The Southern Tenant Farmers Union was one of few unions in the 1930s that was open to all races. They promoted non-violent protest to gain their fair share of the AAA money. They also promoted the goal of blacks and whites working efficiently together. The Farmers Union met with harsh resistance from the landowners and local public officials. The Southern Tenant Farmers Union leaders were often harassed, attacked and many were killed.
In the 1930s the union was active in Arkansas, Oklahoma, Mississippi, Missouri, Tennessee and Texas. [4] It later spread into the southeastern states and to California, sometimes affiliating with larger national labor federations. Its headquarters was mainly at Memphis, Tennessee. From 1948 to 1960, when it was dissolved, the STFU was based at Washington, D.C. [4]

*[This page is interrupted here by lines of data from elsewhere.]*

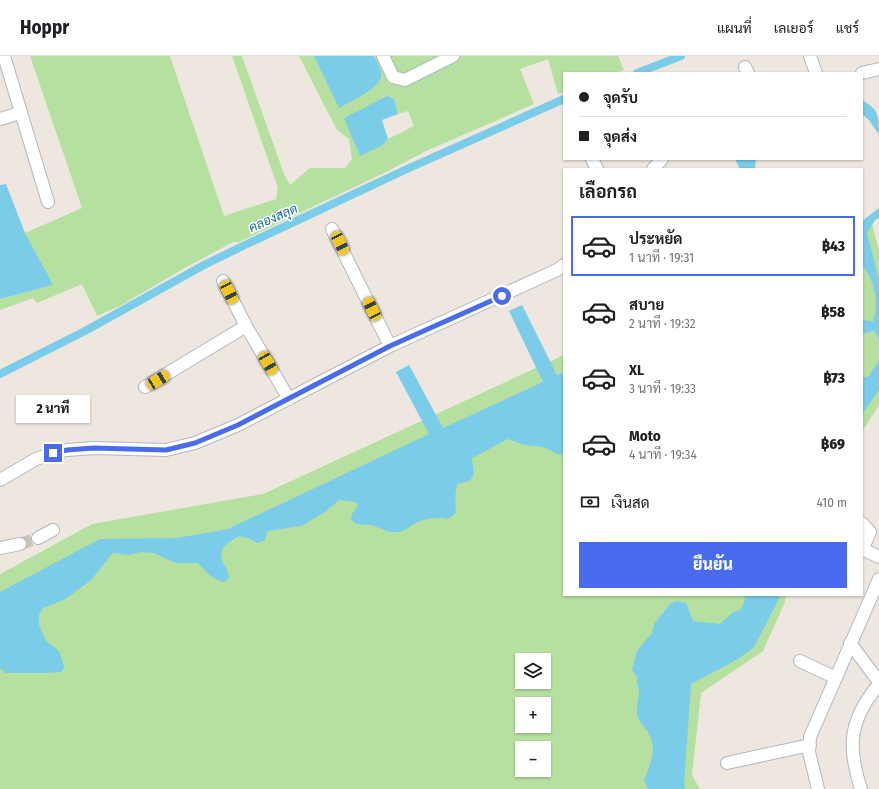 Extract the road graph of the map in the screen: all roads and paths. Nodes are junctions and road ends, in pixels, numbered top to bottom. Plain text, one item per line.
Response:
1 (4, 56) edge
2 (383, 56) edge
3 (453, 56) edge
4 (810, 56) edge
5 (816, 72) edge
6 (863, 73) edge
7 (878, 73) edge
8 (20, 113) junction
9 (0, 119) edge
10 (661, 160) edge
11 (654, 168) edge
12 (48, 202) dead end
13 (332, 229) dead end
14 (563, 266) edge
15 (223, 280) dead end
16 (246, 326) junction
17 (390, 346) junction
18 (145, 387) dead end
19 (289, 399) junction
20 (0, 480) edge
21 (863, 524) edge
22 (53, 530) dead end
23 (38, 538) tunnel mouth
24 (20, 544) tunnel mouth
25 (0, 548) edge
26 (863, 548) edge
27 (863, 550) edge
28 (879, 557) edge
29 (879, 579) edge
30 (850, 643) junction
31 (800, 661) dead end
32 (836, 678) junction
33 (879, 683) edge
34 (810, 745) junction
35 (726, 763) dead end
36 (818, 789) edge
37 (861, 789) edge

1 - 8 street
2 - 3 street
4 - 5 street
6 - 7 street
8 - 9 street
8 - 12 street
10 - 11 street
13 - 17 street
14 - 17 street
15 - 16 street
16 - 18 street
16 - 19 street
17 - 19 street
19 - 20 street
21 - 26 street
22 - 23 street
24 - 25 street
27 - 28 street
29 - 30 street
30 - 32 street
30 - 33 street
31 - 32 street
32 - 34 street
33 - 37 street
34 - 35 street
34 - 36 street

Agriculture in the south never fully recovered after the overproduction of crops during World War I. Additionally, natural disasters in the 1920s and 1930s prepared an agricultural deterioration in southern states. When the Great Depression started, the southern agriculture sector had inherited weak foundations. In order to alleviate this sector, the federal government under the Franklin D. Roosevelt Administration, through the New Deal, started economic incentives to reduce the production output of plantations; thereby, decreasing the number of sharecroppers and farmers needed in the fields.
The implications of the policies from the AAA caused unemployment and the eviction of tenant farmers to rise dramatically. Harry Leland Mitchell (better known as H. L. Mitchell), a socialist and sharecropper, and Clay East, a gasoline station owner, realized that the federal subsidies went mainly to the plantation owners and left tenant farmers and sharecroppers unemployed without any aid from the federal government. East and Mitchell created the Unemployed League with other farmers in Tyronza, Arkansas, in the Arkansas Delta, to fight the local plantation owners' retention of federal relief payments under the New Deal. The Unemployed League was able to distribute this aid among the land workers of Delta; soon after the league disbanded.

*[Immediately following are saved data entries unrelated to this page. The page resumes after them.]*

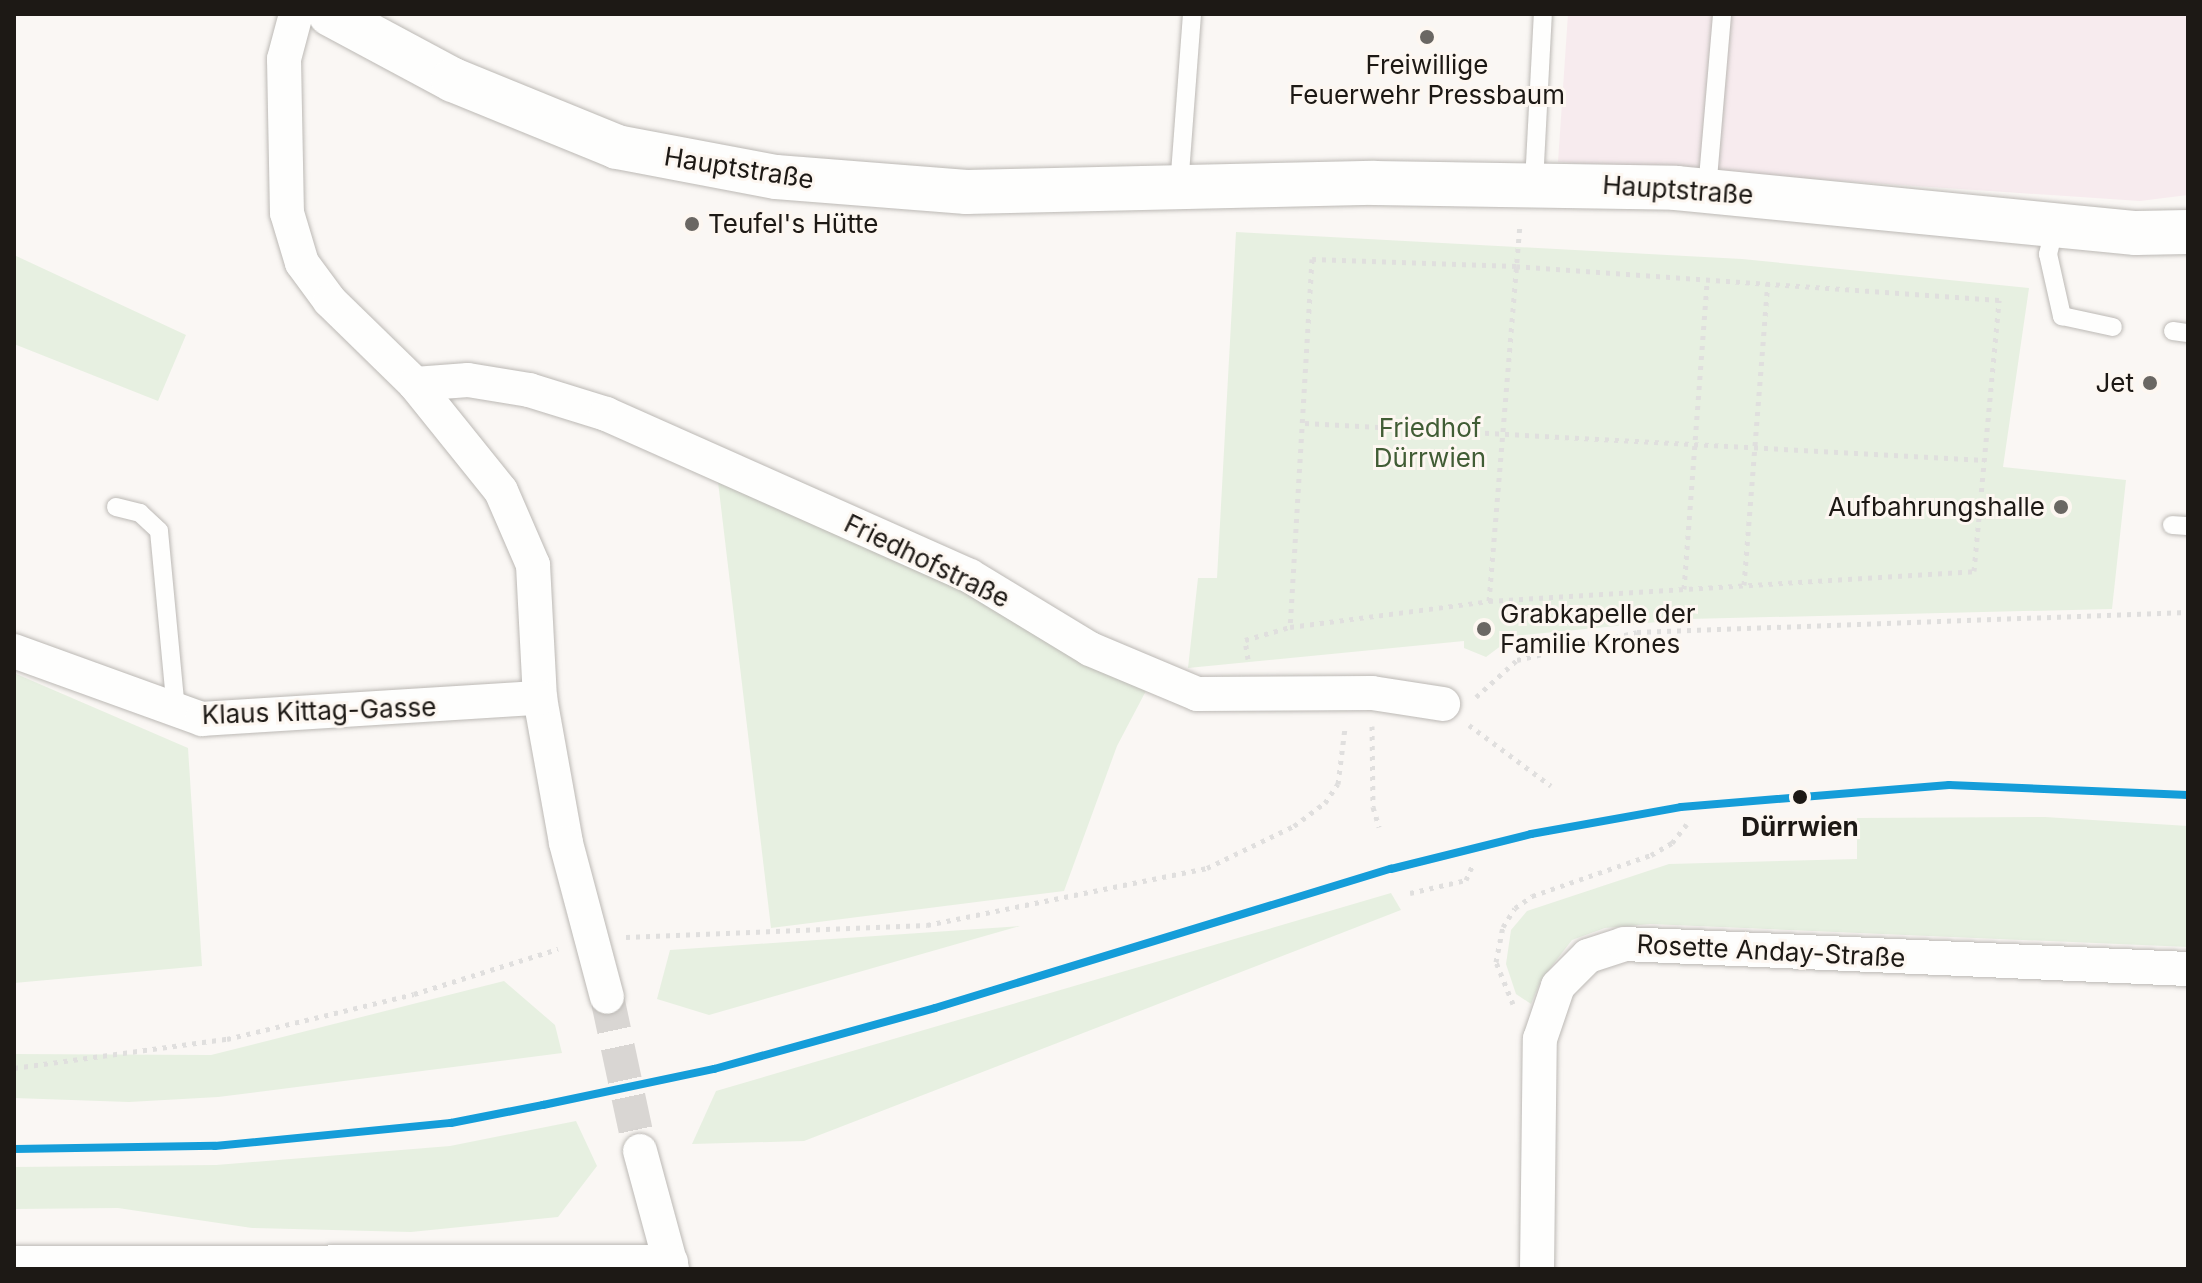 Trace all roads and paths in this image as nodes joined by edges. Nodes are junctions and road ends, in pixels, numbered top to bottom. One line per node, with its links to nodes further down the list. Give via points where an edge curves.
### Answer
1 (296, 14): 15 (street, via 284,59 287,213 302,263 330,301)
2 (330, 14): 6 (main road, Hauptstraße, via 453,80 617,147 776,177 935,190)
3 (1192, 14): 6 (lane)
4 (1543, 14): 8 (lane)
5 (1722, 14): 7 (lane)
6 (1178, 190): 8 (main road, Hauptstraße)
7 (1707, 190): 8 (main road, Hauptstraße); 9 (main road, Hauptstraße)
8 (1527, 202): 11 (path)
9 (2056, 223): 10 (main road, Hauptstraße); 14 (lane, via 2048,254 2062,316)
10 (2184, 231)
11 (1516, 266): 12 (path); 16 (path, via 1312,259); 17 (path)
12 (1707, 281): 13 (path); 18 (path)
13 (1768, 283): 19 (path); 20 (path, via 1999,300)
14 (2113, 327)
15 (415, 384): 29 (street, Friedhofstraße, via 468,380 529,390 606,414 970,576 1090,649 1197,694); 30 (street, via 501,491 533,565)
16 (1305, 423): 17 (path); 26 (path)
17 (1501, 437): 18 (path); 24 (path)
18 (1699, 441): 19 (path); 23 (path)
19 (1753, 444): 20 (path); 22 (path)
20 (1985, 460): 22 (path, via 1974,571)
21 (116, 507): 32 (lane, via 140,513 159,531)
22 (1744, 585): 23 (path)
23 (1684, 589): 24 (path)
24 (1489, 601): 26 (path)
25 (2188, 612): 31 (path, via 1637,632 1517,660 1482,696)
26 (1290, 627): 29 (path, via 1245,640)
27 (14, 651): 32 (street, Klaus Kittag-Gasse)
28 (1372, 693): 29 (street, Friedhofstraße); 31 (street, Friedhofstraße); 35 (path, via 1373,807); 38 (path, via 1345,726 1338,784 1325,803 1294,826 1207,868 927,925)
29 (1251, 695)
30 (540, 698): 32 (street, Klaus Kittag-Gasse, via 255,719); 38 (street, via 566,843)
31 (1443, 704): 33 (path)
32 (177, 713)
33 (1551, 786)
34 (1687, 824): 41 (path, via 1672,843 1651,855 1532,896 1515,908 1503,927 1496,962 1523,1024)
35 (1379, 827)
36 (1473, 864): 37 (path, via 1466,880)
37 (1410, 893)
38 (593, 937): 40 (street); 42 (path, via 414,994 227,1039)
39 (2188, 969): 41 (street, Rosette Anday-Straße, via 1624,944 1588,956 1558,986)
40 (607, 997)
41 (1540, 1039): 47 (street, Rosette Anday-Straße)
42 (14, 1068)
43 (640, 1151): 46 (street)
44 (14, 1263): 45 (street)
45 (408, 1266): 46 (street)
46 (672, 1266)
47 (1537, 1269)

The cause and organization were revived in 1934 when the STFU was created. STFU's main goal was to advocate for the distribution of New Deal subsidies from plantation owners to tenant farmers. Later on, the leadership of STFU decided to make the union an established collective bargaining organization, similar to the industrial unions in big cities. However, it never reached a formal bargaining position because plantation owners used violence and intimidation against the STFU leadership and its members; [5] for instance, the union's president, William H. Stultz, was arrested and threatened with death, and the visiting Director of western Arkansas's Commonwealth College, Lucien Koch, was seized at an STFU meeting, beaten and jailed. [6]

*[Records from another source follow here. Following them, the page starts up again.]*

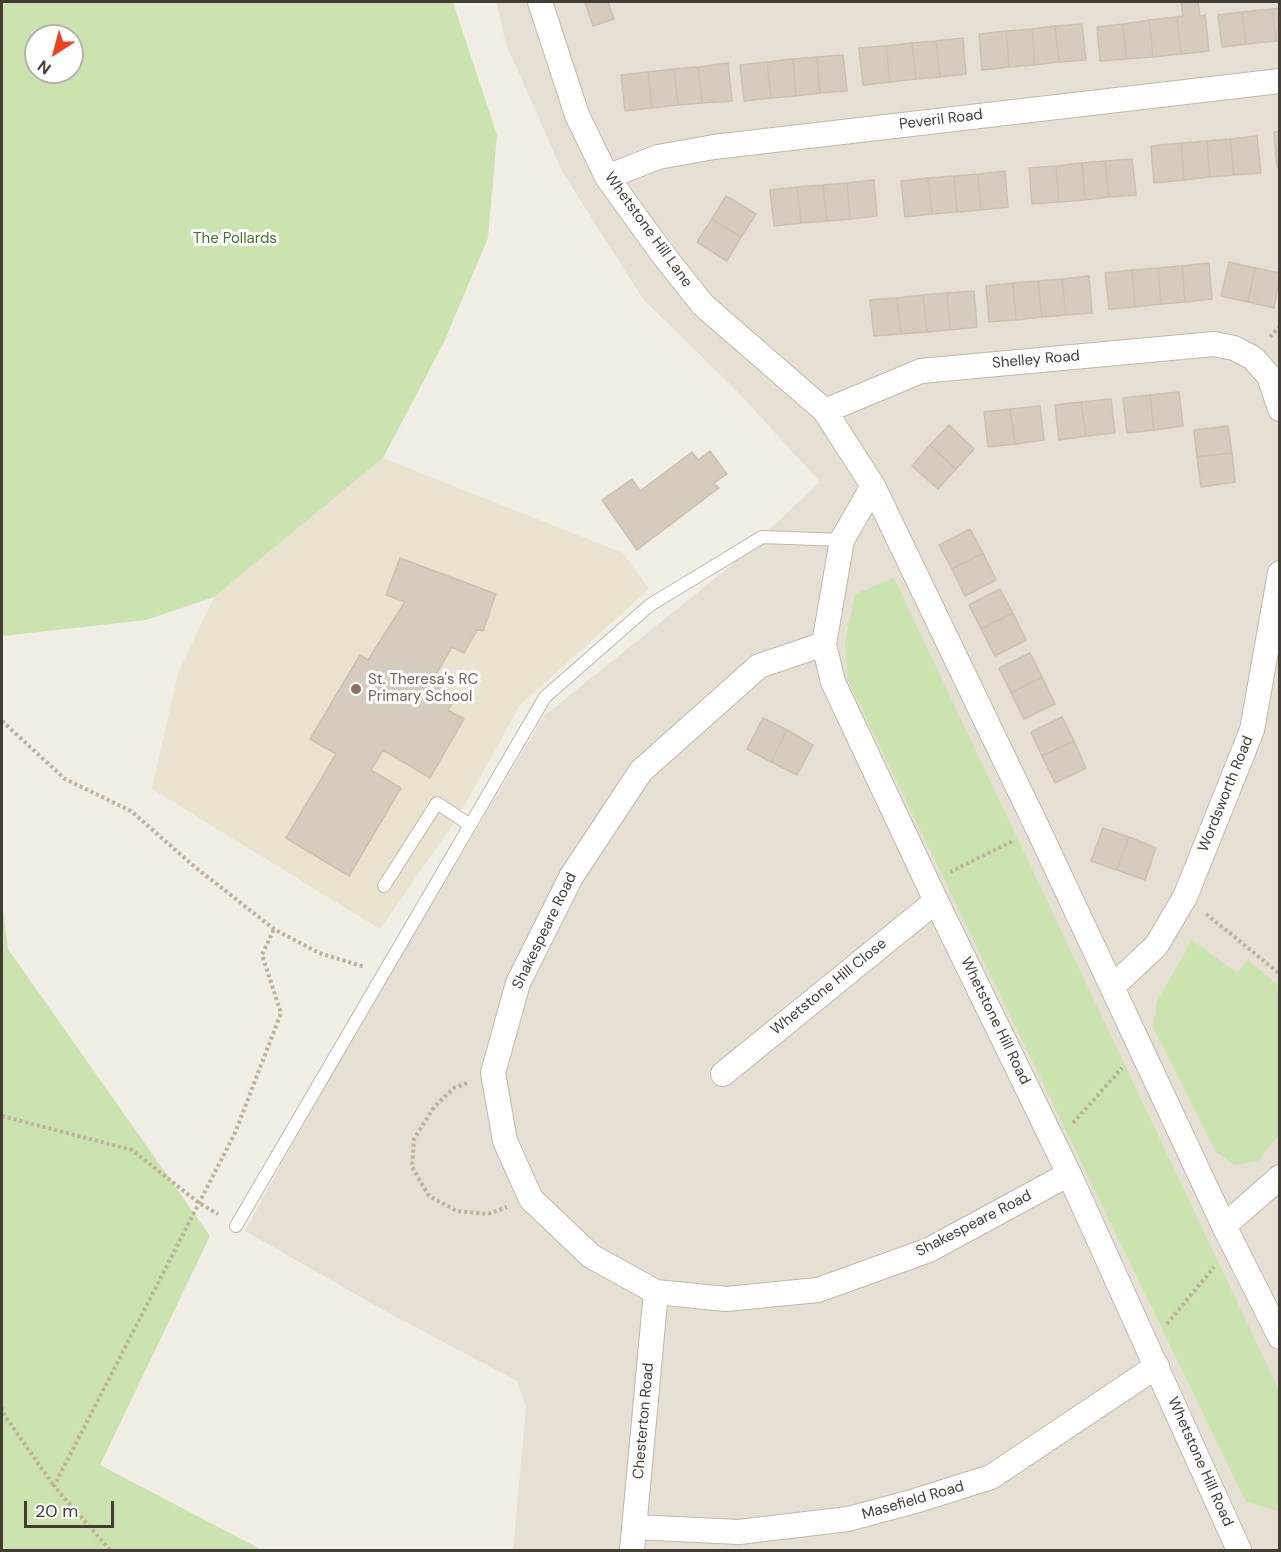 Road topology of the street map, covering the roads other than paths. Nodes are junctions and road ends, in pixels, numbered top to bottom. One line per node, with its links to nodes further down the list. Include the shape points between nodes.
1 (540, 2): 3 (street, Whetstone Hill Lane, via 577,115)
2 (1280, 81): 3 (street, Peveril Road, via 714,147 658,157)
3 (607, 177): 5 (street, Whetstone Hill Lane, via 703,305)
4 (1280, 409): 5 (street, Shelley Road, via 1269,376 1253,358 1214,344 921,371)
5 (825, 411): 6 (street)
6 (873, 486): 7 (street, Whetstone Hill Road); 13 (street)
7 (842, 540): 9 (street, Whetstone Hill Road); 10 (lane, via 762,537 650,605 545,697)
8 (1280, 573): 13 (street, Wordsworth Road, via 1252,730 1185,897 1156,946)
9 (824, 644): 12 (street, Whetstone Hill Road, via 833,682); 19 (street, Shakespeare Road, via 759,666 641,771 571,877 518,983 493,1073 505,1141 531,1199 591,1256)
10 (470, 825): 11 (lane, via 436,803); 17 (lane)
11 (384, 886)
12 (936, 901): 14 (street, Whetstone Hill Close); 15 (street, Whetstone Hill Road)
13 (1112, 987): 18 (street)
14 (723, 1074)
15 (1069, 1174): 19 (street, Shakespeare Road, via 928,1250 818,1290 726,1299); 21 (street, Whetstone Hill Road)
16 (1280, 1177): 18 (street)
17 (236, 1226)
18 (1224, 1226): 20 (street)
19 (657, 1292): 22 (street, Chesterton Road)
20 (1280, 1337)
21 (1157, 1366): 22 (street, Masefield Road, via 991,1477 848,1519); 23 (street, Whetstone Hill Road)
22 (633, 1539)
23 (1239, 1551)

One of the first actions taken by the union was the filing of a lawsuit against Hiram Norcross. This was to ensure that the rights of sharecroppers under the AAA were protected and that they received a share from the government subsidies as the act envisioned. [7]
The union wrote many letters protesting the eviction of hundreds of farmers. The STFU sent five men to Washington to carry out an appeal to the Secretary of Agriculture Henry A. Wallace. Two African Americans, E. B. McKinney and N. W. Webb, were chosen to go to Washington to denounce the continual eviction of tenant farmers.
The first strike of the STFU was in 1935. Cotton pickers were demanding a better pay rate. Cotton planters wanted to pay forty cents per one-hundred pounds that fall season of 1935 but the union, under H. L. Mitchell's direction, demanded one dollar. After a few days of the strike, many cotton plantations offered seventy-five cents and fewer offered a dollar. This marked the union's first victory. [7]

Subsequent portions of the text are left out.